> _Aim of the task_:
Keep every line in which "South" occurs and drop the rest of the data.

> _The records_:

Content starts

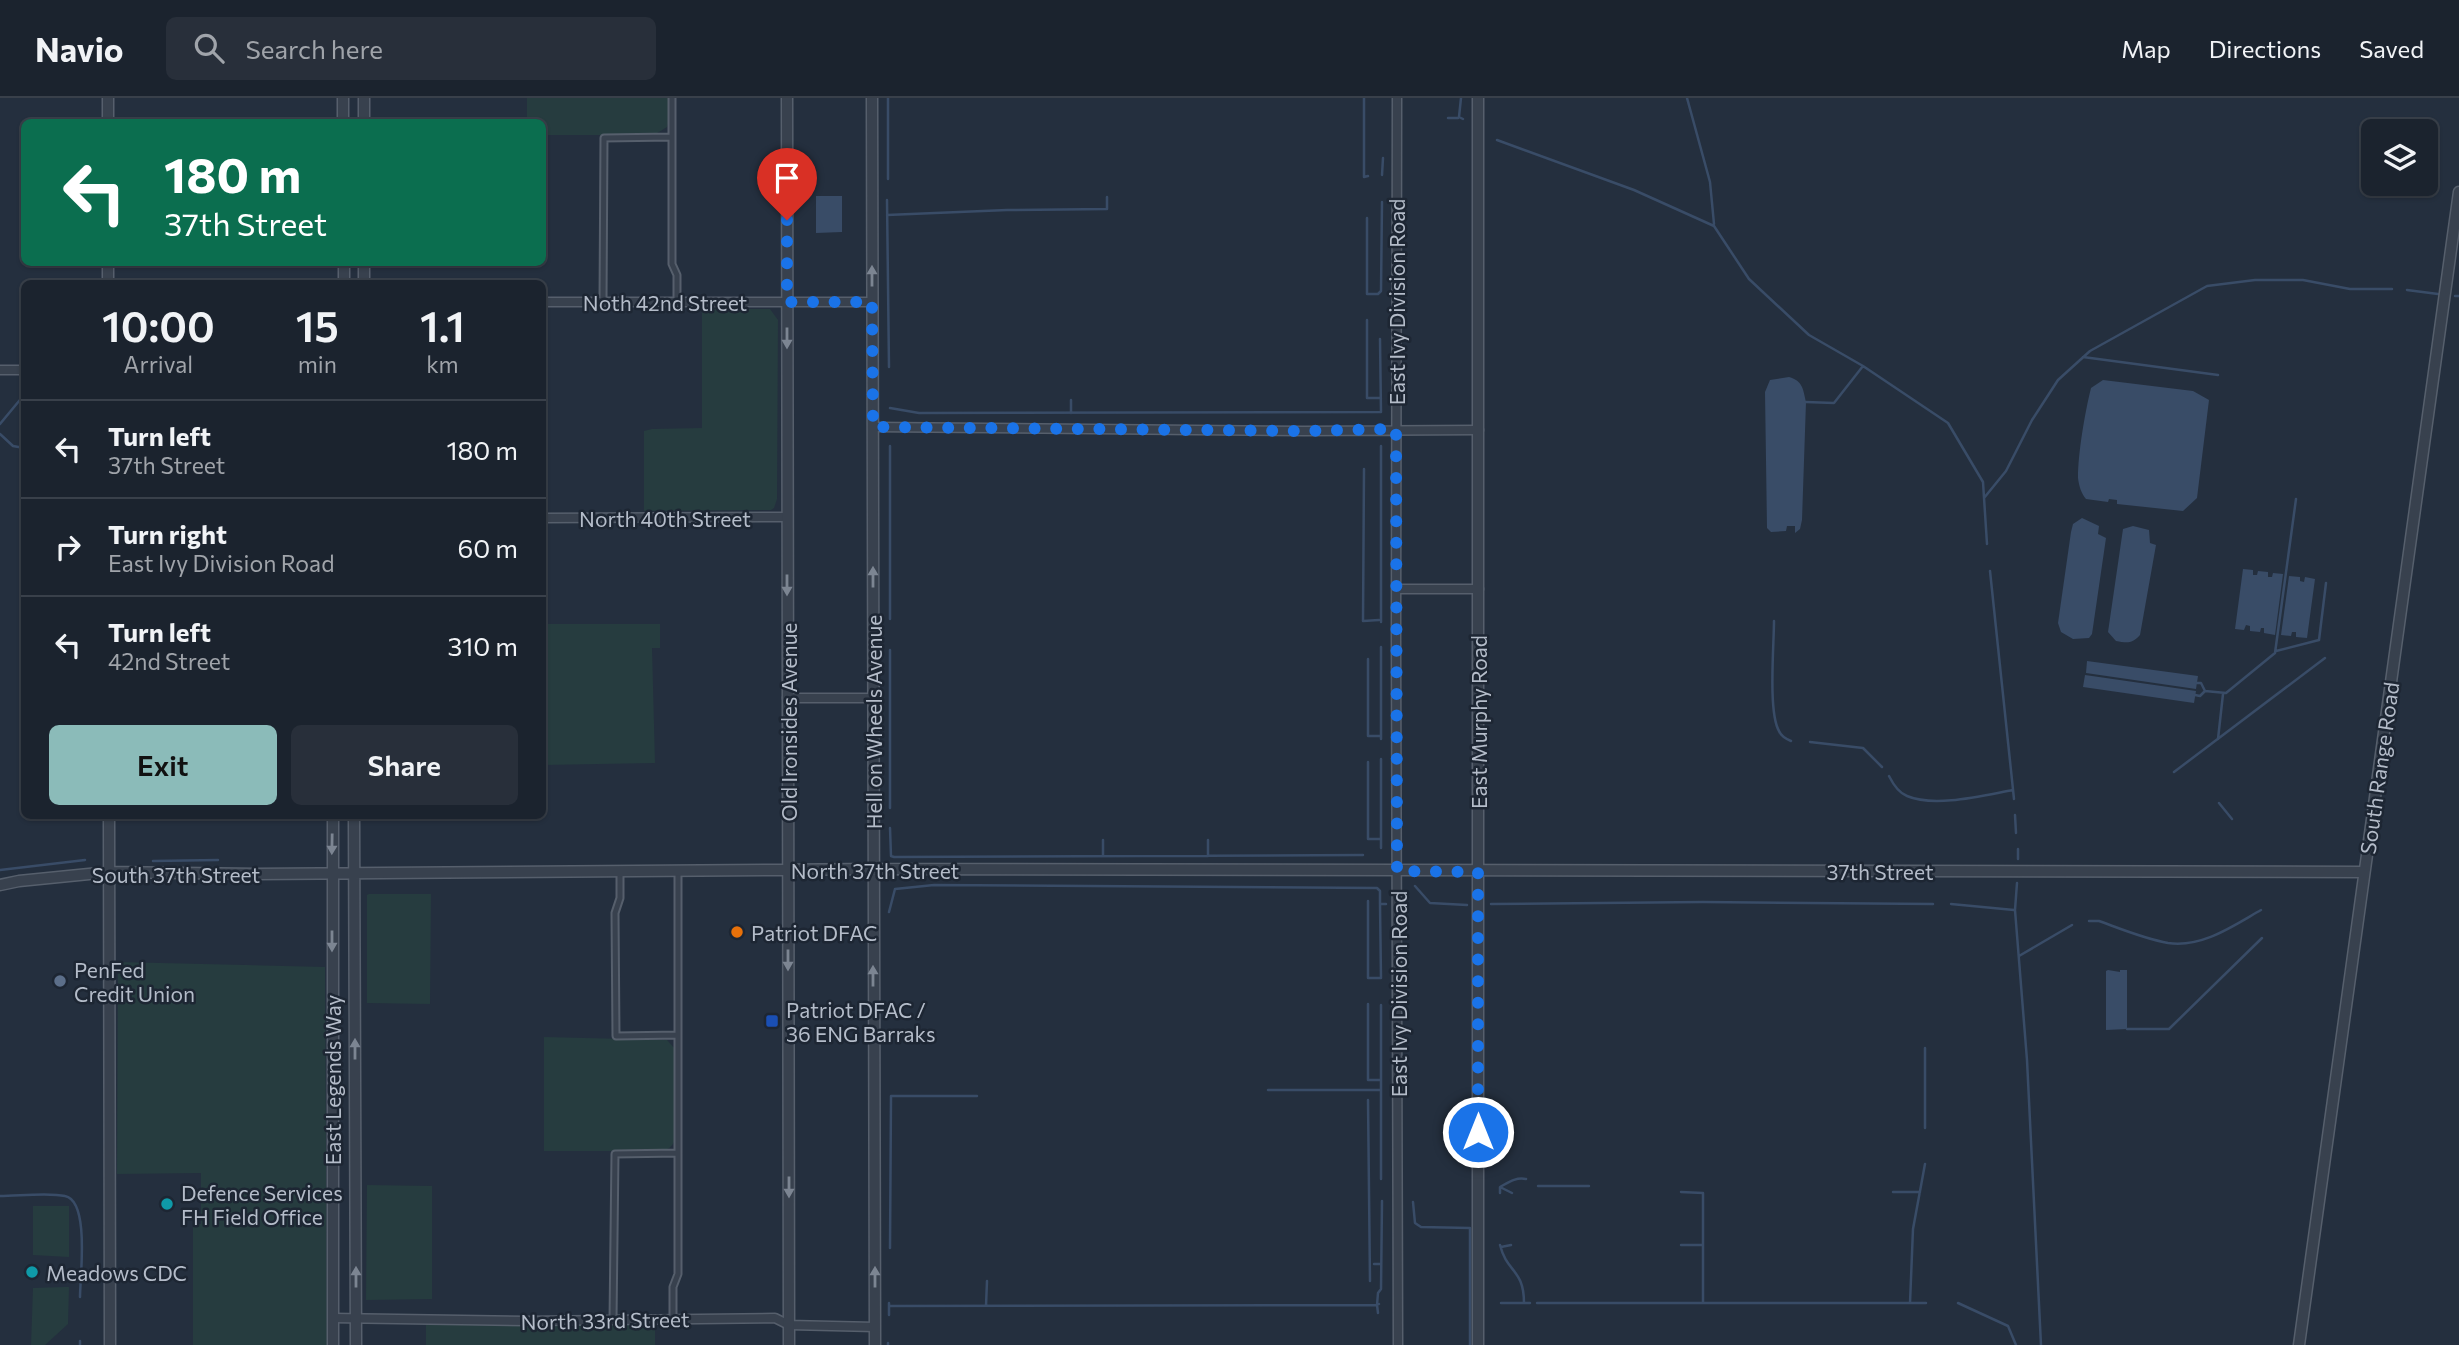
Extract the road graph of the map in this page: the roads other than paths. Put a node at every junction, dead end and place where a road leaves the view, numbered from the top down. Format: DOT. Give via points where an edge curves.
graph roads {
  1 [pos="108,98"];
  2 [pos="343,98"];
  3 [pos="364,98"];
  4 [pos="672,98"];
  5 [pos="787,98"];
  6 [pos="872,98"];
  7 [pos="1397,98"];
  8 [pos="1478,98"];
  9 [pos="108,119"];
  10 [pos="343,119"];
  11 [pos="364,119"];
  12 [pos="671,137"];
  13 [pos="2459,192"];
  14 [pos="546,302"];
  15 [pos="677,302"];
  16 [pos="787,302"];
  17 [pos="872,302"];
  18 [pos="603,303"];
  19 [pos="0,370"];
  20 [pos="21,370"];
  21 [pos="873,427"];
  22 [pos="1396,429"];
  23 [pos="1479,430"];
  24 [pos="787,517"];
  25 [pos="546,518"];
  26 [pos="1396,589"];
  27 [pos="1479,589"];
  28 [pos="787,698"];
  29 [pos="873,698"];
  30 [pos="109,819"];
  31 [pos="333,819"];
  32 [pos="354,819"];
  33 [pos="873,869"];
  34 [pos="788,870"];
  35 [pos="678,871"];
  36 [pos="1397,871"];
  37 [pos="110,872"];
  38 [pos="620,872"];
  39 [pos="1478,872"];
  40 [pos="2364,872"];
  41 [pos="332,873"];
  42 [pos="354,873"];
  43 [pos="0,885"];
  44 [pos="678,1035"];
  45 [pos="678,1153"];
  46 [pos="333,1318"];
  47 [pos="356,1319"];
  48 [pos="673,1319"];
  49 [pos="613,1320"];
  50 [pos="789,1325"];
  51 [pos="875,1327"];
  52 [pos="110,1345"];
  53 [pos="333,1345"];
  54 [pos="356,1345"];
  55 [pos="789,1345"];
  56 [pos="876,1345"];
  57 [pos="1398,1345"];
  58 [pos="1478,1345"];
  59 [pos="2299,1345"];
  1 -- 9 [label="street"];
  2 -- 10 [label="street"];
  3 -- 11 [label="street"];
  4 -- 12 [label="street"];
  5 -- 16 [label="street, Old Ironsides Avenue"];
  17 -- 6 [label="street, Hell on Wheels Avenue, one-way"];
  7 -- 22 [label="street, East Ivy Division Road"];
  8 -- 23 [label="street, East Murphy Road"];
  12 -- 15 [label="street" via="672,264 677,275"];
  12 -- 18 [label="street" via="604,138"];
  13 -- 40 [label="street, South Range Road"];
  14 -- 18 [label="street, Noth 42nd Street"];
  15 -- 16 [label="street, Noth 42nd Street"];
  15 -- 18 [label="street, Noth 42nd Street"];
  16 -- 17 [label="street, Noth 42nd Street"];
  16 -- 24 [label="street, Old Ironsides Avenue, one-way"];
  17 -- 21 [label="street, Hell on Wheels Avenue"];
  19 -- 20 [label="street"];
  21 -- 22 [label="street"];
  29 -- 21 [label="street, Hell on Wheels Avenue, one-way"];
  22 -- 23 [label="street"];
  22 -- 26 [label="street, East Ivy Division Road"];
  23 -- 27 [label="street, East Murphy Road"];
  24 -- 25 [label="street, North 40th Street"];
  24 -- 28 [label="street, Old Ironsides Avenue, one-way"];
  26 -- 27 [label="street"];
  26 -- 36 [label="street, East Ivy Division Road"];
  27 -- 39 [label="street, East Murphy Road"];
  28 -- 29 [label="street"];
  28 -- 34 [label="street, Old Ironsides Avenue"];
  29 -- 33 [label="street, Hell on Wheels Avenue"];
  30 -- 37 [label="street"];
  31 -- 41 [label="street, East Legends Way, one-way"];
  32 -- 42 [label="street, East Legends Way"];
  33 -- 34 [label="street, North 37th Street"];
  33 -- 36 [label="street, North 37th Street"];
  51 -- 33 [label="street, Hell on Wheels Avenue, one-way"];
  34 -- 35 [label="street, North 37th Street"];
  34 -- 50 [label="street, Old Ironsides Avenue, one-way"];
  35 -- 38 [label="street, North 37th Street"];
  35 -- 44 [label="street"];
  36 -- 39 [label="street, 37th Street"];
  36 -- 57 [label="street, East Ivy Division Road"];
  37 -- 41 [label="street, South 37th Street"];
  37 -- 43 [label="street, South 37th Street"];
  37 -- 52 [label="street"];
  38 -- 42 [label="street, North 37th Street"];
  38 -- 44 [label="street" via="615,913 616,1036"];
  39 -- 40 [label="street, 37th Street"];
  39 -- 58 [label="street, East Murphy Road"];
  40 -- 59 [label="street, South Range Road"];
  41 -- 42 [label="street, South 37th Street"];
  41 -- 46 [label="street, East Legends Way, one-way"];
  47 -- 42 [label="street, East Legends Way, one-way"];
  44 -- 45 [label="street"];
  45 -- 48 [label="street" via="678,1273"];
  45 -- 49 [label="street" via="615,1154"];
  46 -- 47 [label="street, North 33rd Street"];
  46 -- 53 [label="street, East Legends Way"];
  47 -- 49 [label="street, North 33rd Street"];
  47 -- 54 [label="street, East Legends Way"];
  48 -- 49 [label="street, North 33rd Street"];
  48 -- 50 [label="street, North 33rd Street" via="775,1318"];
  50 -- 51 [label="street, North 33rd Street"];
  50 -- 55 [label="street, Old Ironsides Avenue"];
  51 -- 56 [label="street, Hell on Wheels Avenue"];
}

Content ends

> _Written solution_:
  13 -- 40 [label="street, South Range Road"];
  37 -- 41 [label="street, South 37th Street"];
  37 -- 43 [label="street, South 37th Street"];
  40 -- 59 [label="street, South Range Road"];
  41 -- 42 [label="street, South 37th Street"];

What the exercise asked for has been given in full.